6. Invent a Secret Language Used by Clouds to Gossip About the Ocean
Anthropomorphize weather systems into linguists.
Example:
“Create a cloud language used during storm season to talk about seafoam drama.”
- What it teaches: Worldbuilding thrives when prompts personify non-human systems.
- Prompt tip: Ask for vocabulary, slang, phonetic quirks, and usage examples.
- Bonus twist: Get a sample dialogue and request a phrasebook translation.
7. Ask AI to Generate Bedtime Stories for Robots Who Fear Obsolescence
Tuck in your synthetic children.
Example:
“Write a bedtime story for a scared little robot who thinks quantum processors will replace them.”
- What it teaches: Tone, audience, and emotional layering affect narrative output.
- Prompt tip: Be clear about tone (soothing, fable-like, melancholic but hopeful).
- Bonus twist: Ask for a lullaby version or a story read by a synthetic narrator voice.
8. Use AI to Plan a Vacation for Your Recurring Intrusive Thoughts
Put your anxiety on a wellness retreat.
Example:
“Plan a relaxing weekend for my impostor syndrome and fear of missing out. Include spa treatments and conflict resolution exercises.”
- What it teaches: You can externalize abstract mental states to generate unexpected solutions.
- Prompt tip: Treat emotions as characters with needs and preferences.
- Bonus twist: Ask AI to write postcards about your intrusive thoughts, send back mid-trip.
9. Create a D&D Monster, Character, or Adventure from a Nightmare
From dreams to dice rolls.
Example:
“I dreamed of a snake made of clocks that whispers regrets—turn that into a full D&D encounter.”
- What it teaches: AI can rapidly generate rich lore, stats, and encounter structure from minimal source material.
- Prompt tip: Feed it concept + tone + intended game level or ruleset.
- Bonus twist: Ask for an NPC backstory, a map description, and a secret quest tied to the monster.
Fun side note:
My wife and I actually have an entire GPT dedicated to our Solasta characters.

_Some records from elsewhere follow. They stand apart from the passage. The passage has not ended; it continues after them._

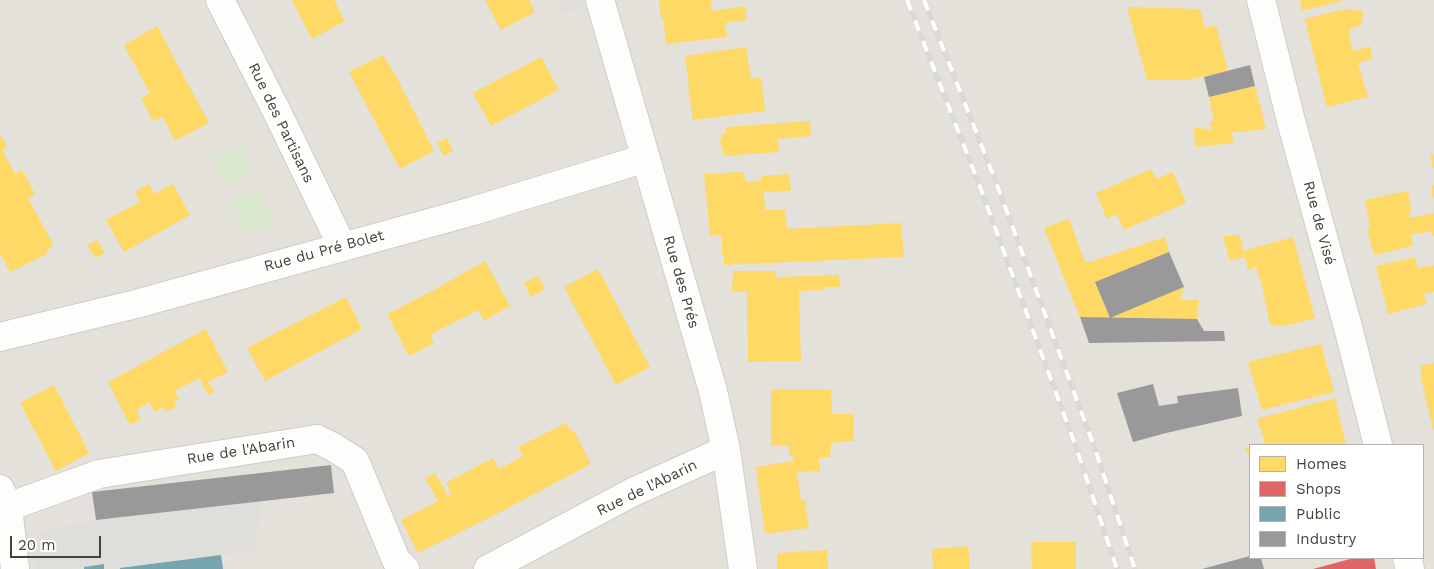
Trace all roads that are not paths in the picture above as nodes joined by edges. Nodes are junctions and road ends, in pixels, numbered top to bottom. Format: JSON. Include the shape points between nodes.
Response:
{"nodes":[{"id":1,"x":220,"y":0,"type":"edge"},
{"id":2,"x":600,"y":0,"type":"edge"},
{"id":3,"x":1261,"y":0,"type":"edge"},
{"id":4,"x":646,"y":158,"type":"junction"},
{"id":5,"x":342,"y":246,"type":"junction"},
{"id":6,"x":0,"y":338,"type":"edge"},
{"id":7,"x":1378,"y":444,"type":"edge"},
{"id":8,"x":726,"y":450,"type":"junction"},
{"id":9,"x":4,"y":498,"type":"edge"},
{"id":10,"x":15,"y":569,"type":"edge"},
{"id":11,"x":405,"y":569,"type":"edge"},
{"id":12,"x":488,"y":569,"type":"edge"},
{"id":13,"x":744,"y":569,"type":"edge"}],
"edges":[{"from":1,"to":5,"type":"street","name":"Rue des Partisans"},
{"from":2,"to":4,"type":"street","name":"Rue des Prés"},
{"from":3,"to":7,"type":"street","name":"Rue de Visé"},
{"from":4,"to":5,"type":"street","name":"Rue du Pré Bolet","via":[[513,200]]},
{"from":4,"to":8,"type":"street","name":"Rue des Prés","via":[[713,391]]},
{"from":5,"to":6,"type":"street","name":"Rue du Pré Bolet"},
{"from":8,"to":12,"type":"street","name":"Rue de l'Abarin","via":[[633,492]]},
{"from":8,"to":13,"type":"street","name":"Rue des Prés"},
{"from":9,"to":10,"type":"street"},
{"from":9,"to":11,"type":"street","name":"Rue de l'Abarin","via":[[99,474],[316,439],[355,461],[396,560]]}]}
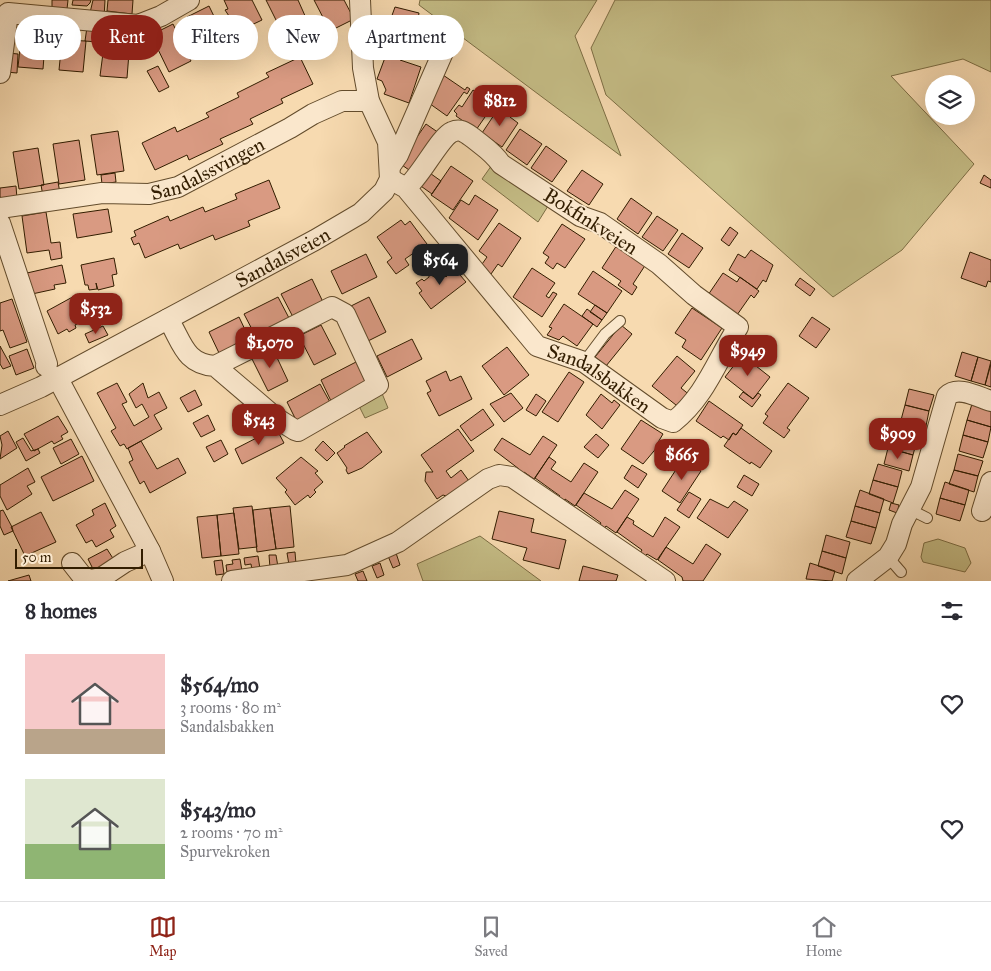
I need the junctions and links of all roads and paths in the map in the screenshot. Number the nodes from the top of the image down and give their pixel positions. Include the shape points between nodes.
1 (189, 0) edge
2 (360, 0) edge
3 (440, 60) edge
4 (0, 74) edge
5 (369, 101) junction
6 (396, 177) junction
7 (0, 208) edge
8 (0, 222) edge
9 (168, 319) junction
10 (620, 321) dead end
11 (584, 362) junction
12 (215, 366) junction
13 (51, 372) junction
14 (710, 380) joint
15 (991, 400) edge
16 (0, 405) edge
17 (991, 482) edge
18 (982, 511) dead end
19 (150, 551) junction
20 (72, 563) dead end
21 (163, 581) edge
22 (232, 581) edge
23 (665, 581) edge
24 (857, 581) edge

1 - 4 street via 138,25 8,13
2 - 5 street via 363,68
3 - 6 street via 398,155
5 - 6 street via 388,142
5 - 7 street, Sandalssvingen via 342,101 313,114 178,187 149,194 102,193
6 - 9 street, Sandalsveien via 361,213
6 - 11 street, Sandalsbakken via 537,346
6 - 14 street, Bokfinkveien via 421,172 447,135 454,131 465,132 493,152 501,164 580,216 600,223 738,327
8 - 13 street
9 - 12 street via 183,349 192,359
9 - 13 street, Sandalsveien
10 - 11 lane
11 - 14 street, Sandalsbakken via 644,408 673,422 688,411
12 - 12 street via 332,308 345,314 378,385 298,431 276,418
13 - 16 street, Sandalsveien via 41,387
13 - 19 street
15 - 24 street via 959,391 948,396 923,479 919,514 902,524 895,564
17 - 18 street
19 - 20 street via 100,578 90,580 83,577
19 - 21 street
22 - 23 street via 347,565 398,542 453,502 499,475 512,477

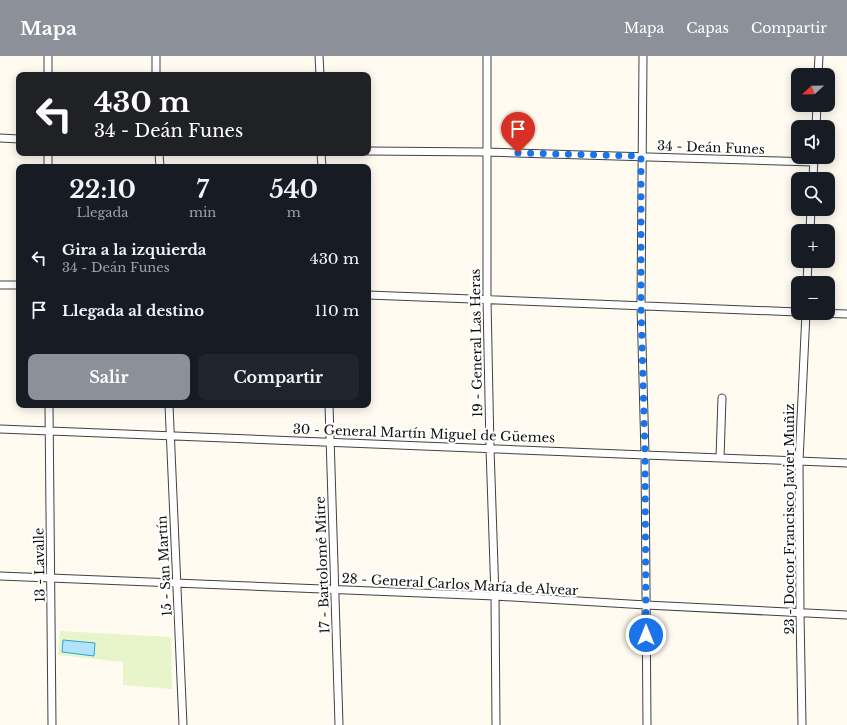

We spent around four hours co-creating every detail, from backstories and personalities to spell selection and equipment, using AI as our design partner. It’s even guided us through leveling decisions, factoring in both our play styles and long-term character arcs. The result? A way deeper and more immersive experience than we ever expected.
10. Play a Mad Libs–style Word Game with AI
Collaborate to build chaos.
Example:
“Fill in the blanks: In the year [____], the [adjective] [profession] discovered [object] beneath the [place], unleashing a [emotion]-fueled [creature]…”
- What it teaches: Prompt chaining, template design, and interactivity
- Prompt tip: Use structured inputs and let AI improvise around your gaps.
- Bonus twist: Chain the results into a longer story, then ask it to illustrate it or rewrite it as a film trailer.
Wrapping It All Up
AI doesn’t have to be all dashboards and data crunching; it can be a co-conspirator in weirdness, a springboard for storytelling, or a mirror held up to your oddest thoughts. Whether you're trying to make a robot cry, take your anxiety on vacation, or translate cloud gossip, the secret is the same: a good prompt is an invitation to play.
So get weird. Get vivid. And if your D&D party gets eaten by a jellyfish startup founder from a haunted theme park filled with Mimics, you’re doing it right.